Charlie Peace was a criminal. He was caught and condemned to death. On the fatal morning in Armley jail, Leeds, England, he was taken on the death walk. Before him went the prison chaplain, routinely and sleepily reading some bible verses. The criminal touched the preacher and asked what he was reading. "The Consolation of Religion" was the reply. Charlie was shocked at the way he professionally read about hell. Could a man be so unmoved under the very shadow of the scaffold as to lead a fellow human there and yet, dry eyed, read of a pit that has no bottom… into which this fellow must fall? All this was too much for Charlie.

"Sir", addressing the preacher ,"if I believed what you and the church say that you believe, even if England were covered with broken glass from coast to coast, I would walk over it, if need be, on hand and knees and think it worth-while living , just to save one soul from an eternal hell like that.”


Whether you believe this or have any religious convictions or not is beside the point-- it's intended to be illustrative.

Let's assume a Muslim that believes that the antithesis to the plastic palmtree and goldfish heaven depicted at Al-Najah University is an eternal damnation--choking sulfurous flames and biting demons-- that those whom he kills as a shahid in order to obtain heaven will, as a corollary, be cast into hell.

It's more than a desire to kill: it means that he is willing, eager even, to consign another human soul to an eternal damnation (under his belief system)-- not just ignore it, not just accept it like the priest above, but actually work to put them there, while seeking eternal reward for himself.

In short, the single most utterly selfish cosmology one can imagine. A depth of dehumanization scarcely comprehensible.

Wouldn't "Allah the merciful and compassionate" inspire pity or mercy, and a desire to convert, proselytize... to walk across Israel "on broken glass on hand and knees” if necessary, to spare a soul?
How could someone as convinced as they claim to be of the rectitude of their cause, so certain of eternal verities, sleep at night knowing billions will suffer so much? And how could they perceive themselves as victims if they have been "blessed" with a future of eternal reward?

Criticism of the rich emanates from the assumption they have so much that they should see their fortune as an impetus to help the poor, a matter of justice... in the same way, shouldn't the existentially wealthy, the ones facing eternal bliss, be generous of spirit enough to abide with some short-term pain? Having apprehended the "truth" how can they not be compassionate? Shouldn't they, with their special revelation, regard the West, the USA or Israel with a lump in their throats, tearfully wishing we could be "spared our destiny"?

As many many others have written, self-examination, introspection, self-criticism and logic should at least give some pause to the jihadists and their "martyrs."

I think those who zealously seek hell for others must be creatures of hell themselves.

Think of it, would you want to share a heaven with souls who eagerly sought for hell to be filled with their enemies? Or would you rather enjoy raptured eternity with those who hoped everyone else could come along?
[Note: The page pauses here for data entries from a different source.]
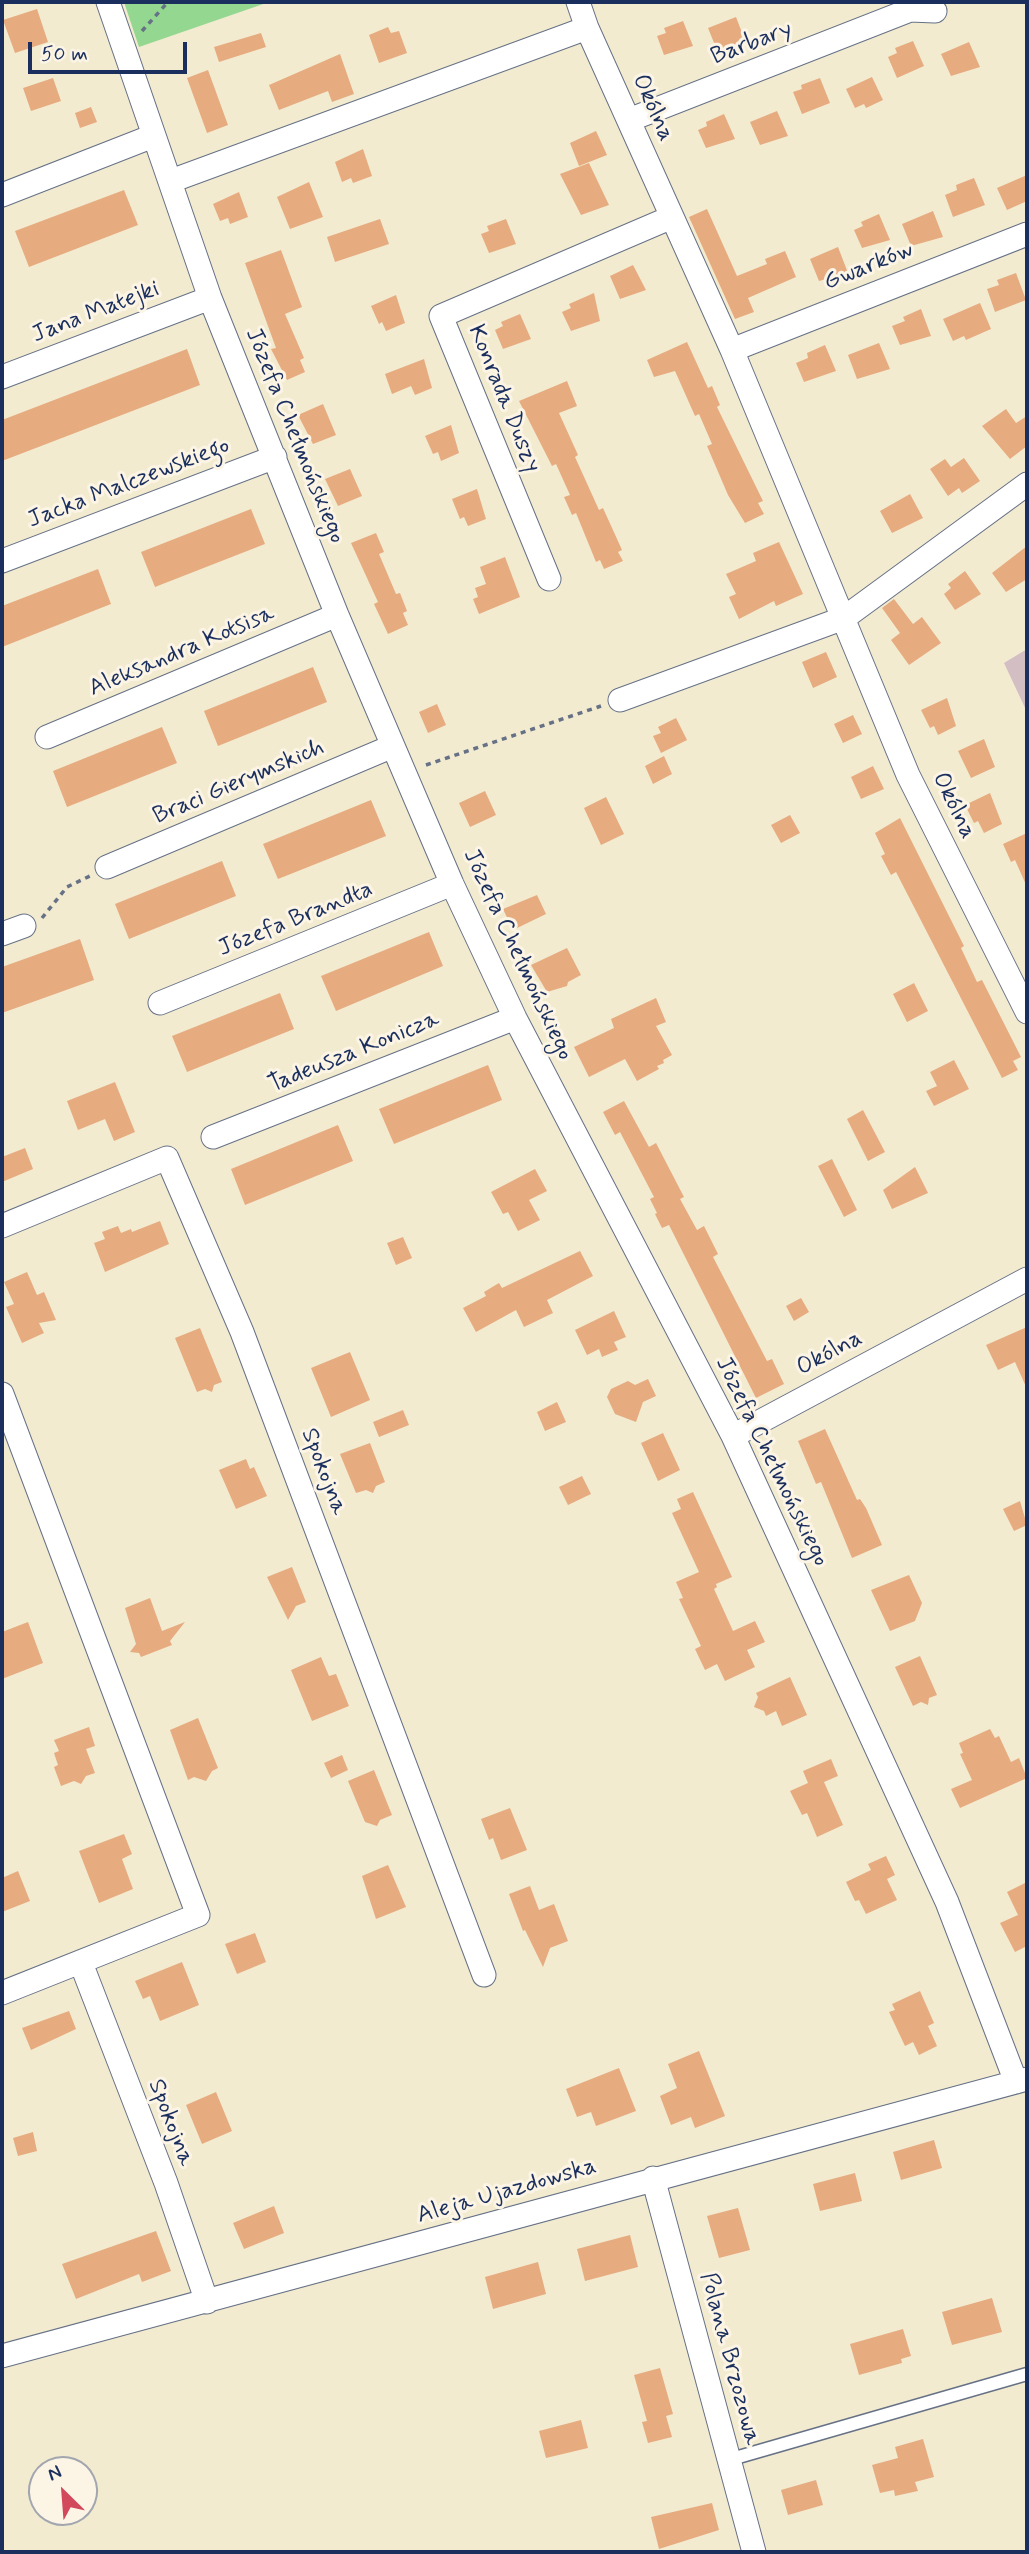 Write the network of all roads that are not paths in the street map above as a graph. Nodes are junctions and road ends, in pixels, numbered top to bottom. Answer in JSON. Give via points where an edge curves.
{"nodes":[{"id":1,"x":108,"y":2,"type":"edge"},
{"id":2,"x":578,"y":2,"type":"edge"},
{"id":3,"x":934,"y":11,"type":"dead end"},
{"id":4,"x":587,"y":28,"type":"junction"},
{"id":5,"x":629,"y":120,"type":"junction"},
{"id":6,"x":153,"y":136,"type":"junction"},
{"id":7,"x":170,"y":181,"type":"junction"},
{"id":8,"x":2,"y":195,"type":"edge"},
{"id":9,"x":672,"y":218,"type":"junction"},
{"id":10,"x":1027,"y":234,"type":"edge"},
{"id":11,"x":210,"y":298,"type":"junction"},
{"id":12,"x":732,"y":350,"type":"junction"},
{"id":13,"x":2,"y":377,"type":"edge"},
{"id":14,"x":275,"y":457,"type":"junction"},
{"id":15,"x":1027,"y":484,"type":"edge"},
{"id":16,"x":2,"y":561,"type":"edge"},
{"id":17,"x":549,"y":579,"type":"dead end"},
{"id":18,"x":337,"y":615,"type":"junction"},
{"id":19,"x":844,"y":618,"type":"junction"},
{"id":20,"x":620,"y":700,"type":"road end"},
{"id":21,"x":47,"y":737,"type":"dead end"},
{"id":22,"x":393,"y":746,"type":"junction"},
{"id":23,"x":107,"y":867,"type":"road end"},
{"id":24,"x":452,"y":884,"type":"junction"},
{"id":25,"x":24,"y":926,"type":"road end"},
{"id":26,"x":2,"y":934,"type":"edge"},
{"id":27,"x":160,"y":1003,"type":"dead end"},
{"id":28,"x":1027,"y":1012,"type":"edge"},
{"id":29,"x":515,"y":1018,"type":"junction"},
{"id":30,"x":213,"y":1138,"type":"dead end"},
{"id":31,"x":2,"y":1226,"type":"edge"},
{"id":32,"x":1027,"y":1279,"type":"edge"},
{"id":33,"x":2,"y":1394,"type":"edge"},
{"id":34,"x":733,"y":1436,"type":"junction"},
{"id":35,"x":81,"y":1963,"type":"junction"},
{"id":36,"x":484,"y":1975,"type":"dead end"},
{"id":37,"x":2,"y":1993,"type":"edge"},
{"id":38,"x":1022,"y":2080,"type":"edge"},
{"id":39,"x":653,"y":2178,"type":"junction"},
{"id":40,"x":207,"y":2302,"type":"junction"},
{"id":41,"x":2,"y":2356,"type":"edge"},
{"id":42,"x":1027,"y":2374,"type":"edge"},
{"id":43,"x":728,"y":2460,"type":"junction"},
{"id":44,"x":754,"y":2552,"type":"edge"}],
"edges":[{"from":1,"to":6,"type":"street","name":"Józefa Chełmońskiego"},
{"from":2,"to":4,"type":"street","name":"Okólna"},
{"from":3,"to":5,"type":"street","name":"Barbary","via":[[910,10]]},
{"from":4,"to":5,"type":"street","name":"Okólna"},
{"from":4,"to":7,"type":"street"},
{"from":5,"to":9,"type":"street","name":"Okólna"},
{"from":6,"to":7,"type":"street","name":"Józefa Chełmońskiego"},
{"from":6,"to":8,"type":"street"},
{"from":7,"to":11,"type":"street","name":"Józefa Chełmońskiego"},
{"from":9,"to":12,"type":"street","name":"Okólna"},
{"from":9,"to":17,"type":"street","name":"Konrada Duszy","via":[[441,316]]},
{"from":10,"to":12,"type":"street","name":"Gwarków"},
{"from":11,"to":13,"type":"street","name":"Jana Matejki"},
{"from":11,"to":14,"type":"street","name":"Józefa Chełmońskiego"},
{"from":12,"to":19,"type":"street","name":"Okólna"},
{"from":14,"to":16,"type":"street","name":"Jacka Malczewskiego"},
{"from":14,"to":18,"type":"street","name":"Józefa Chełmońskiego"},
{"from":15,"to":19,"type":"street"},
{"from":18,"to":21,"type":"street","name":"Aleksandra Kotsisa"},
{"from":18,"to":22,"type":"street","name":"Józefa Chełmońskiego"},
{"from":19,"to":20,"type":"street"},
{"from":19,"to":28,"type":"street","name":"Okólna","via":[[908,775]]},
{"from":22,"to":23,"type":"street","name":"Braci Gierymskich"},
{"from":22,"to":24,"type":"street","name":"Józefa Chełmońskiego"},
{"from":24,"to":27,"type":"street","name":"Józefa Brandta"},
{"from":24,"to":29,"type":"street","name":"Józefa Chełmońskiego"},
{"from":25,"to":26,"type":"street"},
{"from":29,"to":30,"type":"street","name":"Tadeusza Konicza"},
{"from":29,"to":34,"type":"street","name":"Józefa Chełmońskiego"},
{"from":31,"to":36,"type":"street","name":"Spokojna","via":[[167,1158],[242,1332]]},
{"from":32,"to":34,"type":"street","name":"Okólna"},
{"from":33,"to":35,"type":"street","via":[[198,1915]]},
{"from":34,"to":38,"type":"street","name":"Józefa Chełmońskiego","via":[[947,1902]]},
{"from":35,"to":37,"type":"street"},
{"from":35,"to":40,"type":"street","name":"Spokojna"},
{"from":38,"to":39,"type":"street","name":"Aleja Ujazdowska"},
{"from":39,"to":40,"type":"street","name":"Aleja Ujazdowska"},
{"from":39,"to":43,"type":"street","name":"Polana Brzozowa"},
{"from":40,"to":41,"type":"street","name":"Aleja Ujazdowska"},
{"from":42,"to":43,"type":"lane"},
{"from":43,"to":44,"type":"street","name":"Polana Brzozowa"}]}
This dichotomy hints at the different kinds of cultural reality these opposing mindsets will manifest. Which perspective is more likely to tend towards a malicious, belligerent hell on earth, and which a compassionate, cooperative heaven?

The islamofascist terrorists are not experiencing much of any Creator I hope to meet... only what they've deduced from a book. And for that, they have my pity.

But due to their actions and desires, they also have my fiercest opposition.


(For a further exploration of this concept, I recommend "The Great Divorce" by CS Lewis).